At this time, she said, the most critical priority is for the global community to come together to address the contraceptive and sexual and reproductive health information and service needs of the growing youth population of over three billion under the age of 25.
“There is no easy fix and we all know that. What we need is to address the multiple factors that impact on this issue rather than focus on any one aspect alone,” she said.
The Kuala Lumpur meeting, the third Women Deliver conference launched originally in 2007, is touted as the largest global event of the decade – primarily of government leaders, policymakers, healthcare professionals, representatives of non-governmental organisations (NGOs), corporate leaders, and global media outlets.
The event will include a Youth Pre-Conference, a Minister’s Forum and a Parliamentarians Forum.
Asked about investments in reproductive health, Thanenthiran told IPS these include interventions around delaying the age of marriage and the age of first pregnancies, which include investments in girls’ education especially at the secondary and tertiary levels.

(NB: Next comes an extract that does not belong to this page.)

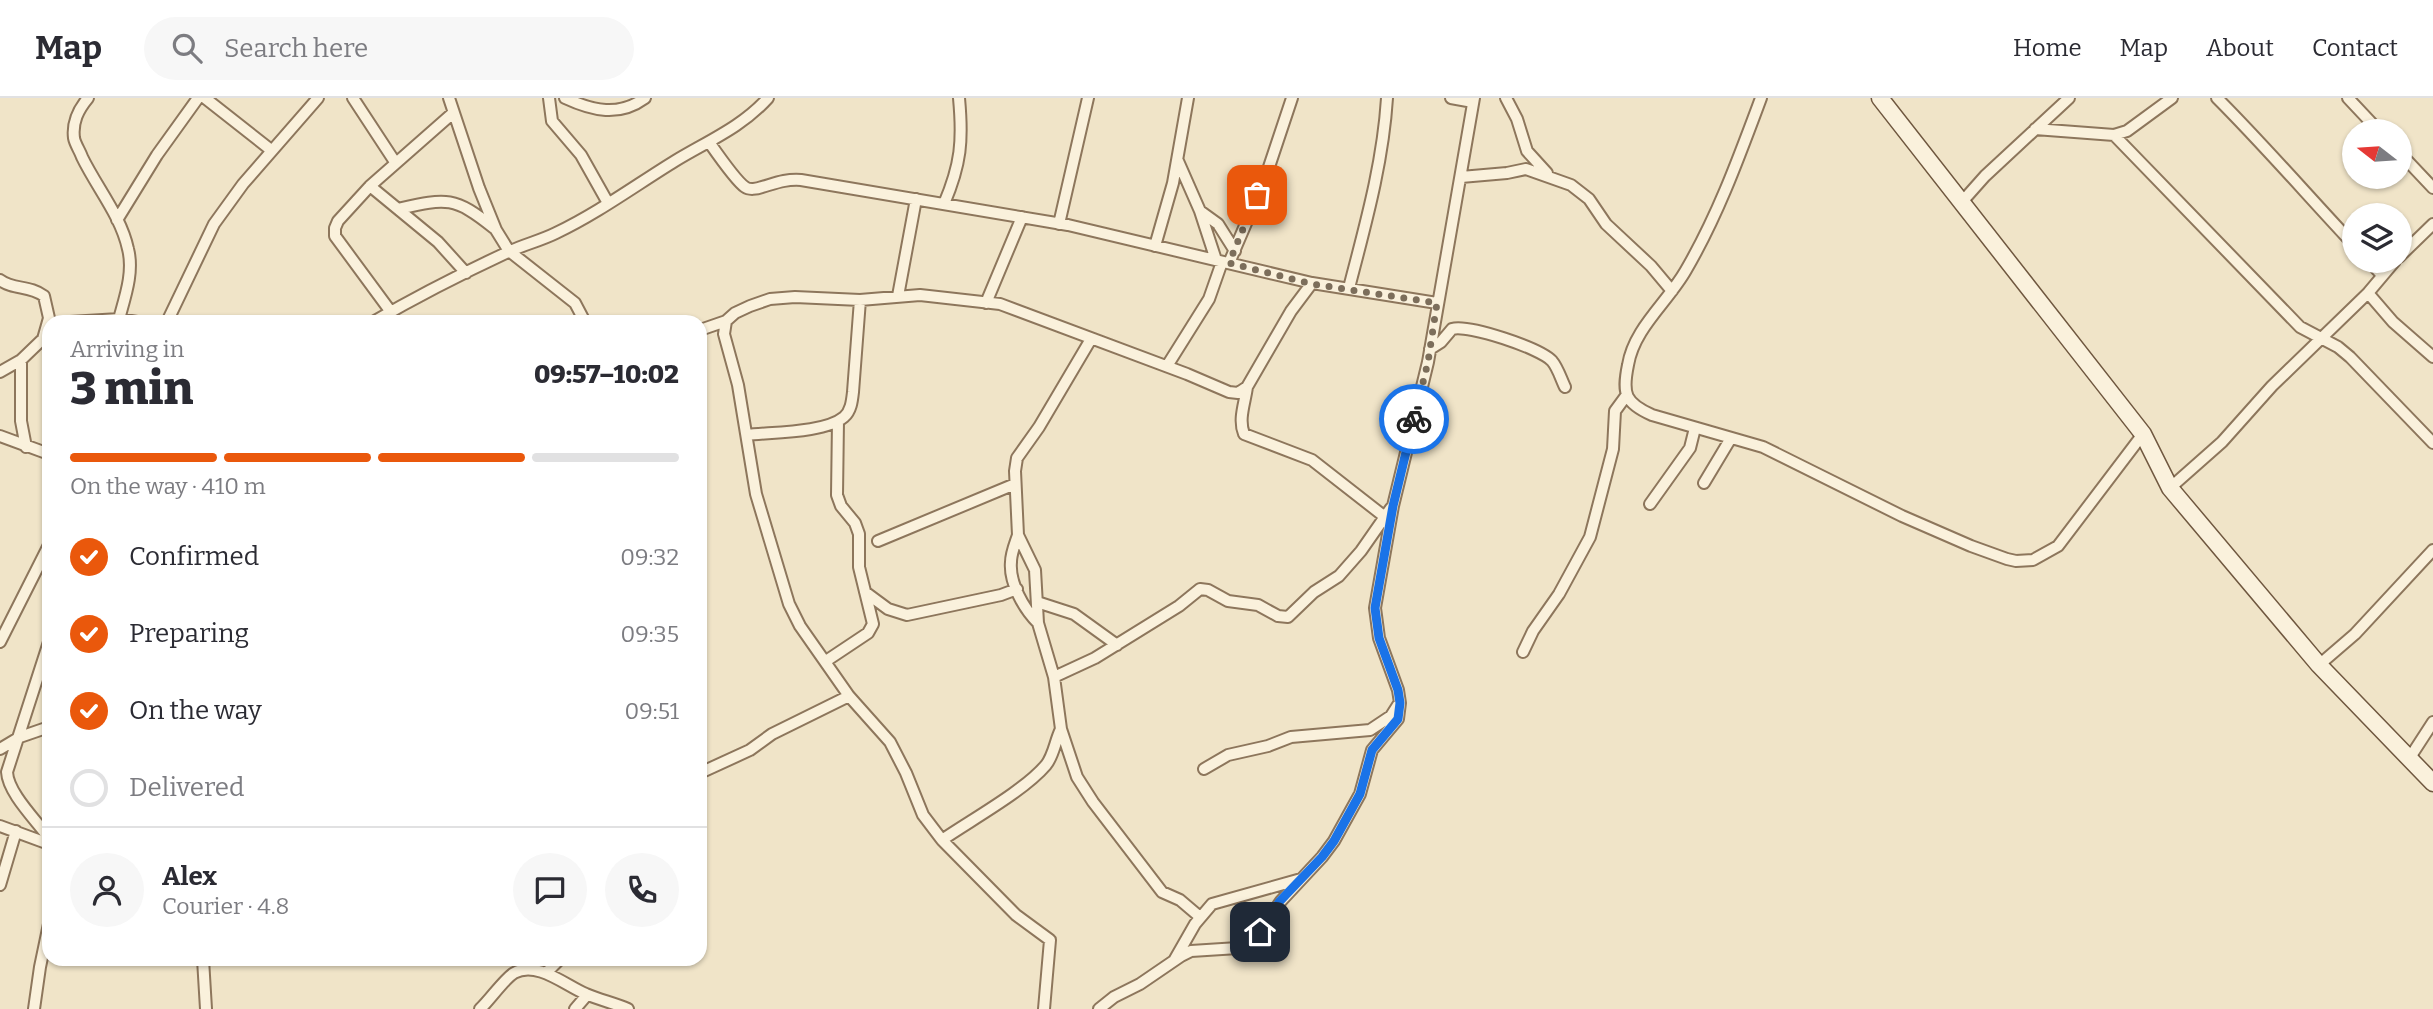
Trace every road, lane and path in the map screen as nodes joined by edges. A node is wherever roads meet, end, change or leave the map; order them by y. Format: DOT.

Interventions such as making available a range of contraceptive methods and ensuring women receive the right information so that they can make informed choices about the method that best suits them, and that health service providers treat women with kindness and provide quality care and service are essential in increasing trust towards family planning programmes, she added.
Naturally this requires funding and political commitment, but the health of women and girls is well worth safeguarding, Thanenthiran added.
Asked how the U.N.’s post-2015 economic agenda could underline reproductive health, Dr. Mane told IPS human rights principles of the International Conference on Population and Development (which took place in Cairo in 1994) can be embedded constructively in a variety of ways in the new set of development goals, but given that the relevant MDGs are especially lagging, “more explicit attention to the unfinished agenda is needed as we go forward.”
Population dynamics are also often left out of important discussions about future needs and development scenarios. For example, population growth may be mentioned but not in relation to access to contraception as a solution, she added.
She said universal health care is a start, if coverage of the broadest range of sexual and reproductive health care is explicitly included to move the unfinished agenda forward.
“Only then will we achieve sustainable development,” she said.
“My organisation, Pathfinder International, stands behind confronting inequality by advocating with other civil society partners for better governance which not only addresses inequality but holds policymakers accountable for failing to address preventable deaths among women and children,” Dr. Mane declared.
Thanenthiran said it is essential that access to comprehensive, quality sexual and reproductive health services, as promised to women and committed to by governments in the Cairo ICPD Programme of Action, is prioritised in the post-2015 development framework.
The ICPD Programme of Action (PoA) is going to be 20 years in 2014, and women are yet to enjoy in full the promises made to them during that time, she pointed out.
In the MDGs, some attention was given to the agenda under MDG 5 (on improving maternal health), and those working in the field of sexual and reproductive health and rights are hoping to see a more comprehensive approach with more reproductive health issues and indicators being covered in the new goal on reproductive and maternal health.
This would be the best way to go about to ensure government commitments to the ICPD are fulfilled, and initial investments made during the MDGs are continued and fully realised in the new development framework, she declared.